Geral

A falácia do advogado de Cachoeira

19/07/2012

  Minha coluna nesta semana não será minha! Deixo-a inteiramente aos cuidados do colega de infância, Bergson Toledo Silva, delegado aposentado da Polícia Federal e filho do notável tabelião Benedito Almeida, de Igaci.  Fico feliz em trasladar o texto enviado pelo colega advogado que, fazendo uso da crítica apresentada pelo jornalista Augusto Nunes, na Revista VEJA, nos oferece uma lição de vida e de profissão, vivida e praticada pelo saudoso e imortal Heráclito Fontoura Sobral Pinto (1893-1991), o mais famoso advogado dos comunistas. 

Em seu artigo, “Direto ao Ponto”, Augusto Nunes contesta o Dr.
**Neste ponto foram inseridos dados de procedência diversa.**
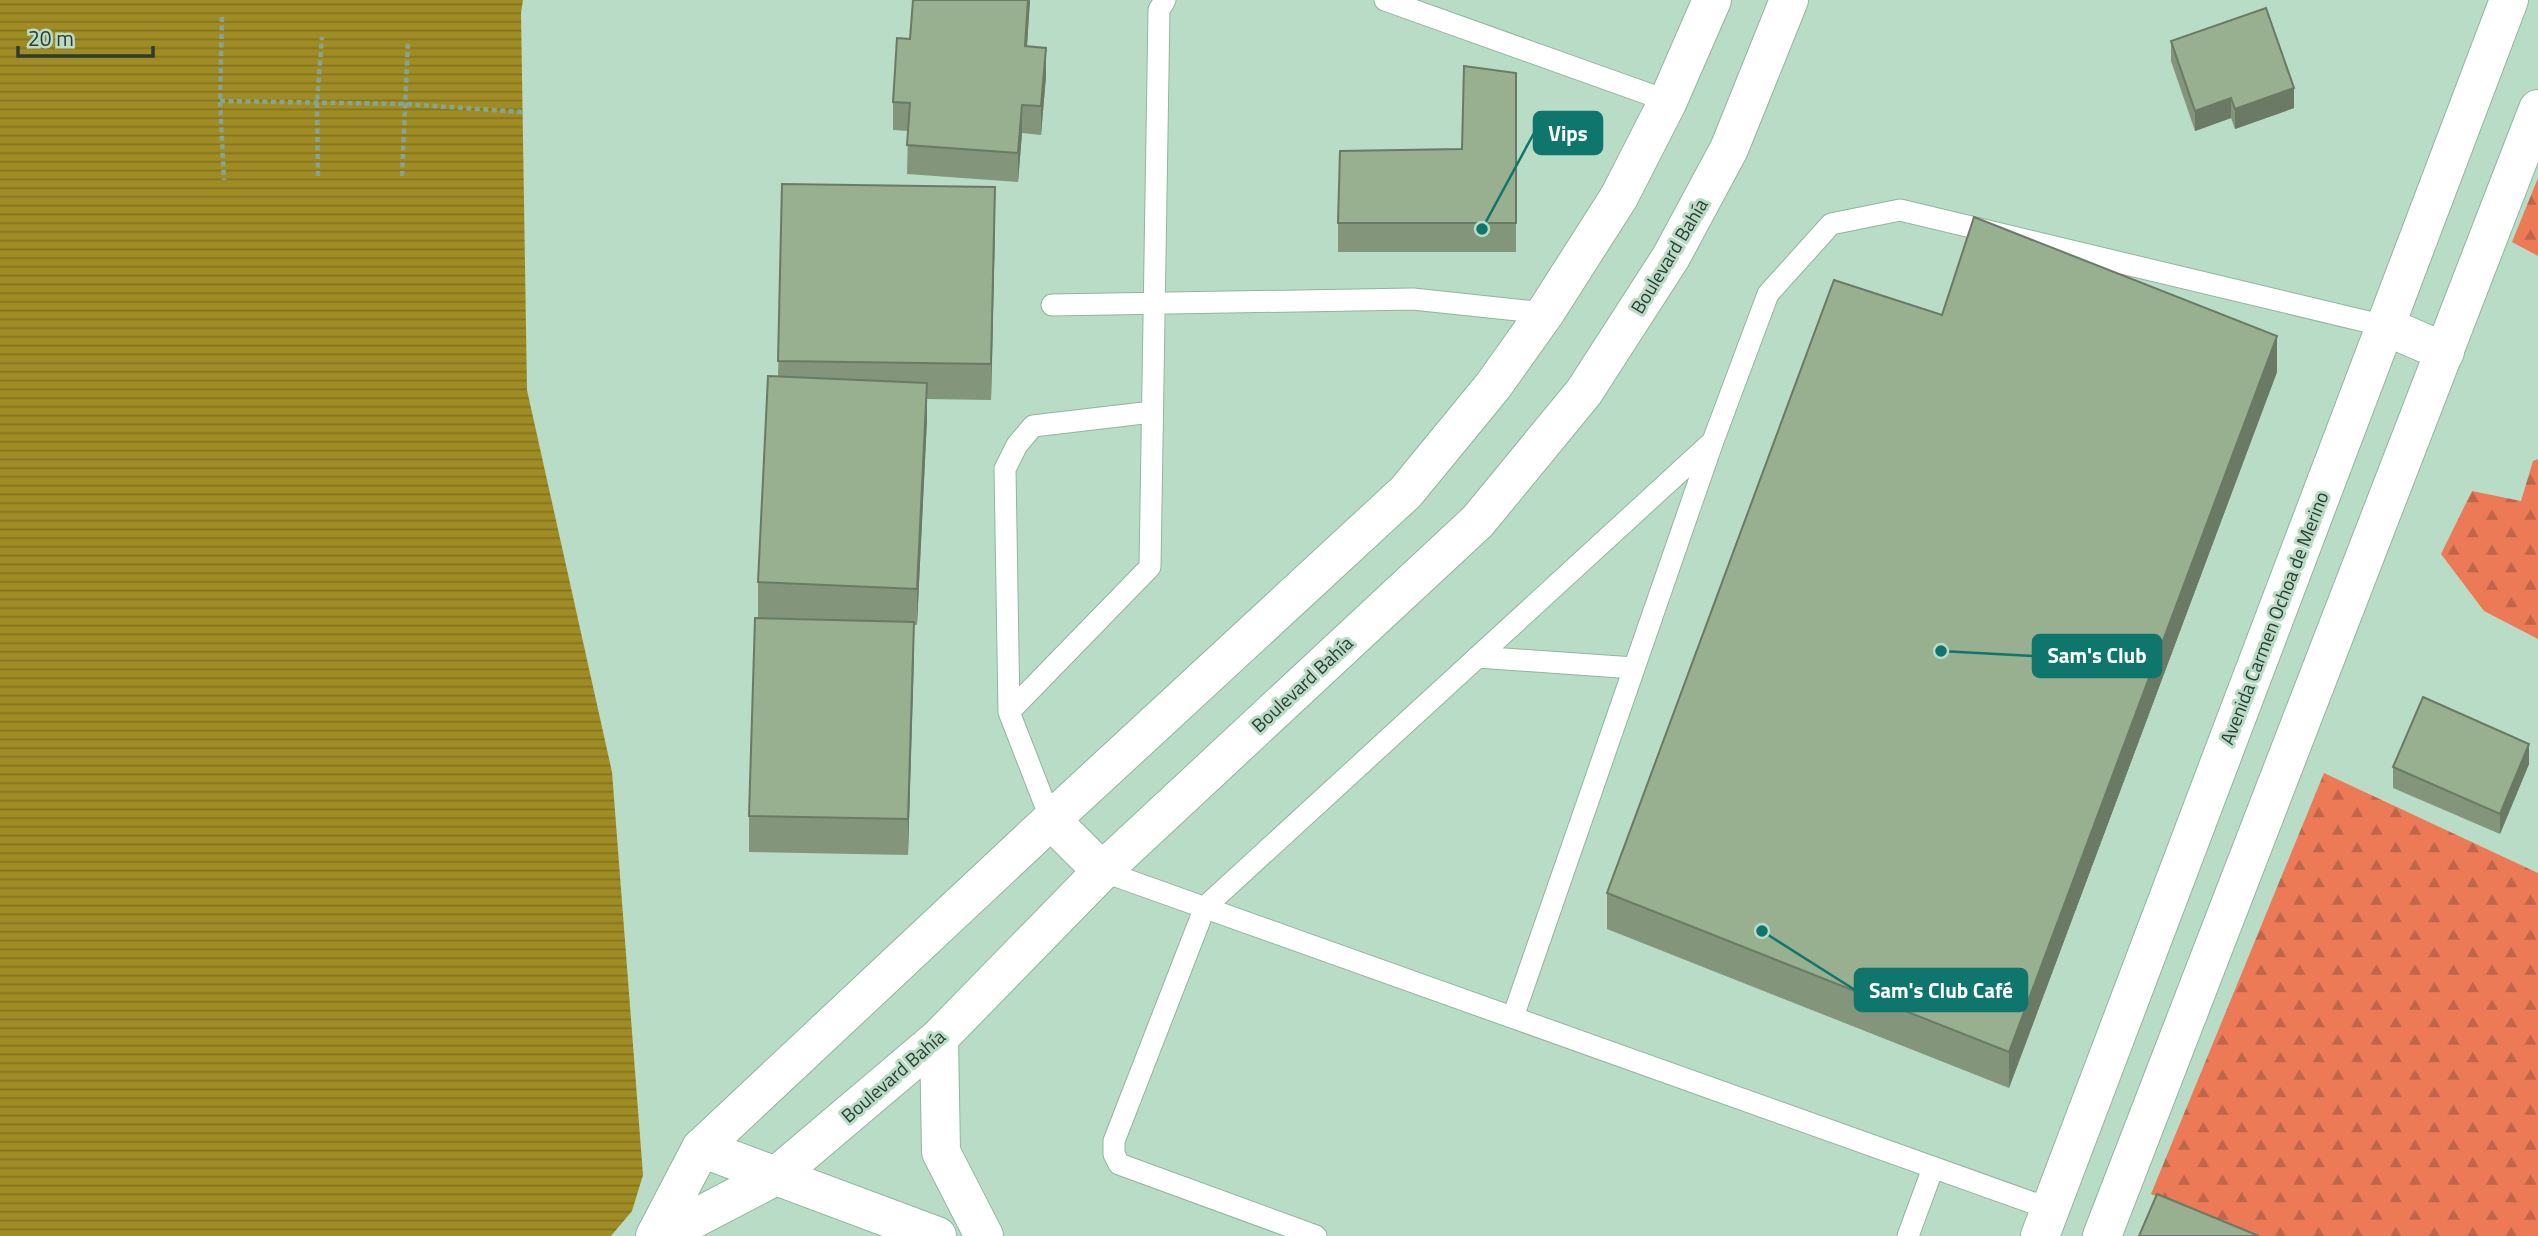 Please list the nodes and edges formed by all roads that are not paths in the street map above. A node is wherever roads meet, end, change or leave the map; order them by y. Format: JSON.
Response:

Márcio Thomaz Bastos, que, num momento de profunda infelicidade, afirmou à Folha de São Paulo: “Serei eu o juiz do meu cliente?” E disse mais: “Por princípio, creio que não! Sou advogado constituído num processo criminal. Como tantos, procuro defender com lealdade e vigor quem confiou a mim tal responsabilidade”. Ora, diz o jornalista Augusto Nunes, isso é conversa fiada. Esse discurso de moralidade e de ética está relacionado com o preço cobrado pela “missão” de defender o maior contraventor penal do país, Carlinhos Cachoeira, cuja cifra está na ordem de 15 milhões de reais. Um bom dinheiro para um belo discurso…
Portanto, contrariando o advogado criminalista, Márcio Thomaz Bastos, ex-Ministro da Justiça (no Governo de Lula) e ex-Presidente do Conselho Federal da OAB (no período da Constituinte em 1988), o jurista mineiro Sobral Pinto, com sua notória sabedoria cristã e jurídica, teria dito em Carta escrita em outubro de 1944: “O primeiro e mais fundamental dever do advogado é ser o juiz inicial da causa que lhe levam para patrocinar. Incumbe-lhe, antes de tudo, examinar minuciosamente a hipótese para ver se ela é realmente defensável em face dos preceitos da Justiça. Só depois de que eu me convenço de que a Justiça está com a parte que me procura é que me ponho à sua disposição”.
Em 16 de outubro de 1944, ao ser procurado pelo poeta e empresário Augusto Frederico Schmidt (editor dos livros de Carlos Drummond de Andrade, de Graciliano Ramos, entre outros), o advogado Heráclito Fontoura Sobral Pinto recusou o patrocínio de uma causa judicial, de natureza trabalhista, em favor do amigo. Augusto Schmidt ficou indignado. Mas, a regra de Sobral Pinto também se aplicava aos velhos amigos: “Não seria a primeira vez que, procurado por um amigo para patrocinar a causa que me trazia, tive de dizer-lhe que a Justiça não estava do seu lado, pelo que não me era lícito defender seus interesses”.
Por isso, na sua carta de 1944, acrescenta Sobral Pinto: “A advocacia não se destina à defesa de quaisquer interesses. Não basta a amizade ou honorários de vulto para que um advogado se sinta justificado diante de sua consciência pelo patrocínio de uma causa. (…) O advogado não é, assim, um técnico às ordens desta ou daquela pessoa que se dispõe a comparecer à Justiça. (…) O advogado é, necessariamente, uma consciência escrupulosa ao serviço tão só dos interesses da Justiça, incumbindo-lhe, por isto, aconselhar àquelas partes que o procuram a que não discutam aqueles casos nos quais não lhes assiste nenhuma razão”.
Portanto, como argumentou o quase centenário Sobral Pinto, “advogado é o juiz inicial da causa”. Não pode agir como comparsa.
Mas, como Heráclito Fontoura Sobral Pinto continua atual, por ter sido um exemplo de homem público e de advogado brilhante, vale publicar outras “pérolas” da sua convicção moral e ética: Eis aqui outros textos inerentes à advocacia, ditadas pelo mineiro imortal, que deveriam ser reproduzidas nos pórticos e nos auditórios das faculdades de Direito: “É indispensável que os clientes procurem o advogado de suas preferências como um homem de bem a quem se vai pedir conselho. (…) Orientada neste sentido, a advocacia é, nos países moralizados, um elemento de ordem e um dos mais eficientes instrumentos de realização do bem comum da sociedade”… Pensemos nisso! Por hoje é só.